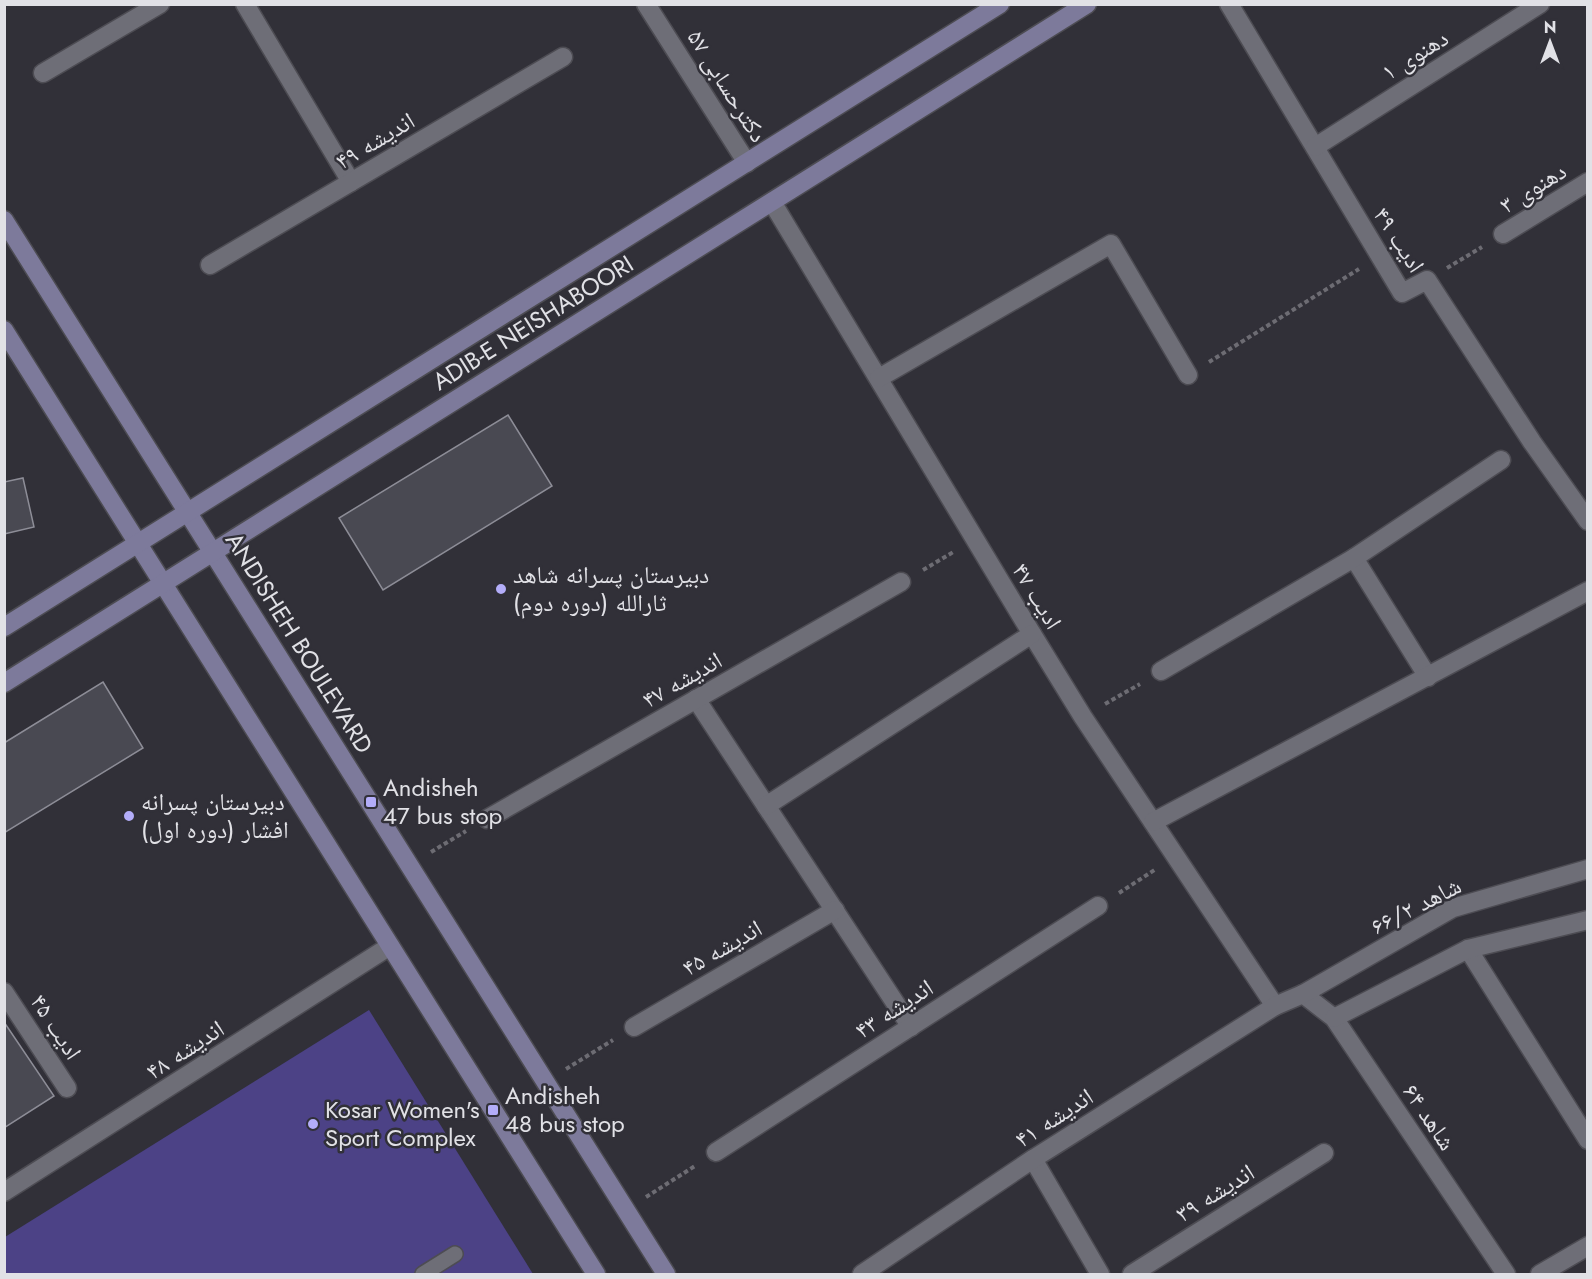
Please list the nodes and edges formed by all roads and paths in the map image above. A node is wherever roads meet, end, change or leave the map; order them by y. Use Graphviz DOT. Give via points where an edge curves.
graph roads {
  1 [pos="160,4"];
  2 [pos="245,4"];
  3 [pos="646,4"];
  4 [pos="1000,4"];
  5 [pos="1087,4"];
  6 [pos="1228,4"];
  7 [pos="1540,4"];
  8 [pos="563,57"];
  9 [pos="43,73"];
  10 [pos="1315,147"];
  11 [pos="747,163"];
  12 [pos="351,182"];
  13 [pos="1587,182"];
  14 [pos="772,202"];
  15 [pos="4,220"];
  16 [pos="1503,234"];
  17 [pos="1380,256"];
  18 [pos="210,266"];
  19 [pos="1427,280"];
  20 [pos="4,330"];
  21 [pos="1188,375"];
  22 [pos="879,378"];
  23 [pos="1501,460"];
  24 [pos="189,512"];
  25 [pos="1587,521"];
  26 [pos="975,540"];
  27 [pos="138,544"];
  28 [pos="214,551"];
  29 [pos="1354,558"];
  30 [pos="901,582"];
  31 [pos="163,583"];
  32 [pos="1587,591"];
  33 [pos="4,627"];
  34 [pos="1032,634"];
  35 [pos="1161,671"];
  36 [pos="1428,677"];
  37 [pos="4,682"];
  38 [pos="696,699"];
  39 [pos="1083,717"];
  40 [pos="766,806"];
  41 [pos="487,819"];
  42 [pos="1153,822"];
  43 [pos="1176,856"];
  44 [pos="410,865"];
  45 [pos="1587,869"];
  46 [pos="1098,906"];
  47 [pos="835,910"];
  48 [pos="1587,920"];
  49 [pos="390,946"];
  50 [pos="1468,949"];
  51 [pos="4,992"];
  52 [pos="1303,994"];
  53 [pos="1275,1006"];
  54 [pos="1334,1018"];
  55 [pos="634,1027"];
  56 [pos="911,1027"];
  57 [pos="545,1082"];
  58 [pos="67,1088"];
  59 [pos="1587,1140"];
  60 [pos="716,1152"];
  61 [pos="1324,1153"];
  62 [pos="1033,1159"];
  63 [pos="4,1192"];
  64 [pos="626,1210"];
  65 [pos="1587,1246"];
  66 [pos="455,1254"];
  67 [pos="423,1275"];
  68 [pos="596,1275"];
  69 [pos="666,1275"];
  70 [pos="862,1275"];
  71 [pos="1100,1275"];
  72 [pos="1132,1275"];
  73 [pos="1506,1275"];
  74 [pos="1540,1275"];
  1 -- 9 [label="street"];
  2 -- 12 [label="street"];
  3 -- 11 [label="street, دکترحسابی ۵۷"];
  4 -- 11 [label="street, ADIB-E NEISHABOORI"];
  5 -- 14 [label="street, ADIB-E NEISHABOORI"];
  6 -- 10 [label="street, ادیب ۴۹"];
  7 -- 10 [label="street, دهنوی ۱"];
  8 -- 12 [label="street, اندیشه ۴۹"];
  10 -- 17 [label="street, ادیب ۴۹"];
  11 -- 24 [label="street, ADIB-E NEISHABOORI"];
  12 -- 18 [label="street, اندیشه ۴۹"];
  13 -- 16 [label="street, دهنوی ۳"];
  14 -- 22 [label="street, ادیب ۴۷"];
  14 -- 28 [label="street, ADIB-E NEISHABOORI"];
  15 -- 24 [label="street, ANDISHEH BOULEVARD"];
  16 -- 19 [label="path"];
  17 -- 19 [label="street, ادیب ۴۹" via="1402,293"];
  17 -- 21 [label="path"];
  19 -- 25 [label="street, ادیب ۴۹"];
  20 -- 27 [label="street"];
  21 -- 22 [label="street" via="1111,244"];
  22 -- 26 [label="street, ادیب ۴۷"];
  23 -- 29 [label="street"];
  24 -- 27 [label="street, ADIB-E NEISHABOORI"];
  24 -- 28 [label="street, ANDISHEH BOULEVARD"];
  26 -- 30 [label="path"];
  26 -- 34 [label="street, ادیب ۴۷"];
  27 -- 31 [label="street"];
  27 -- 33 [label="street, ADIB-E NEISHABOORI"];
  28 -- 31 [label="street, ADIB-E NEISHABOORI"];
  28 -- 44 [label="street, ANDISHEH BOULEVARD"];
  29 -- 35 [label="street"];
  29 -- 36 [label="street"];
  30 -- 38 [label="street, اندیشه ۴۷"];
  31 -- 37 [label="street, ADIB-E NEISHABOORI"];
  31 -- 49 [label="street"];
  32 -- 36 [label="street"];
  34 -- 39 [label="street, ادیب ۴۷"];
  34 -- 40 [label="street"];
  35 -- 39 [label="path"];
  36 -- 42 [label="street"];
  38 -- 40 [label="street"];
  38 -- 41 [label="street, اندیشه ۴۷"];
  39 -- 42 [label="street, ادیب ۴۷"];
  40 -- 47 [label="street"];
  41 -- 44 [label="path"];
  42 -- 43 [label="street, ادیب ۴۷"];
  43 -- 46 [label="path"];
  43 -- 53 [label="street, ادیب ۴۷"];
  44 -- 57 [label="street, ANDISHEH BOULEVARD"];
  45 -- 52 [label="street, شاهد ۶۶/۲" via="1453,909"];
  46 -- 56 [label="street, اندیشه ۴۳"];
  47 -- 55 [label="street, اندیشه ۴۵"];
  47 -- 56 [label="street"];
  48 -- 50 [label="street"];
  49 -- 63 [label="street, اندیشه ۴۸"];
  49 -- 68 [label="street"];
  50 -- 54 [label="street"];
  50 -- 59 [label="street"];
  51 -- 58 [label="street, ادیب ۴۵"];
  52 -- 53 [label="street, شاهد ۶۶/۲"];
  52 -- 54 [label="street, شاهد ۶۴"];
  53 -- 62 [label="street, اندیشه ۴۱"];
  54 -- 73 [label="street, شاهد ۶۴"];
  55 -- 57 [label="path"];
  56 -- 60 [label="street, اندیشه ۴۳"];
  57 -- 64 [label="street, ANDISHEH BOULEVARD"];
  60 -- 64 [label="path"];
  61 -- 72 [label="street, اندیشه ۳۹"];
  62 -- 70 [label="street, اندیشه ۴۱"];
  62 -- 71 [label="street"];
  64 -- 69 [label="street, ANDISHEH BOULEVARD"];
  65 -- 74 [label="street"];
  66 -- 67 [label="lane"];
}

---

**TASK GOAL:** For the word "شاهد", count the lines of the listing that hold it, and reply with the count by itself.

**WORKED SOLUTION:** 4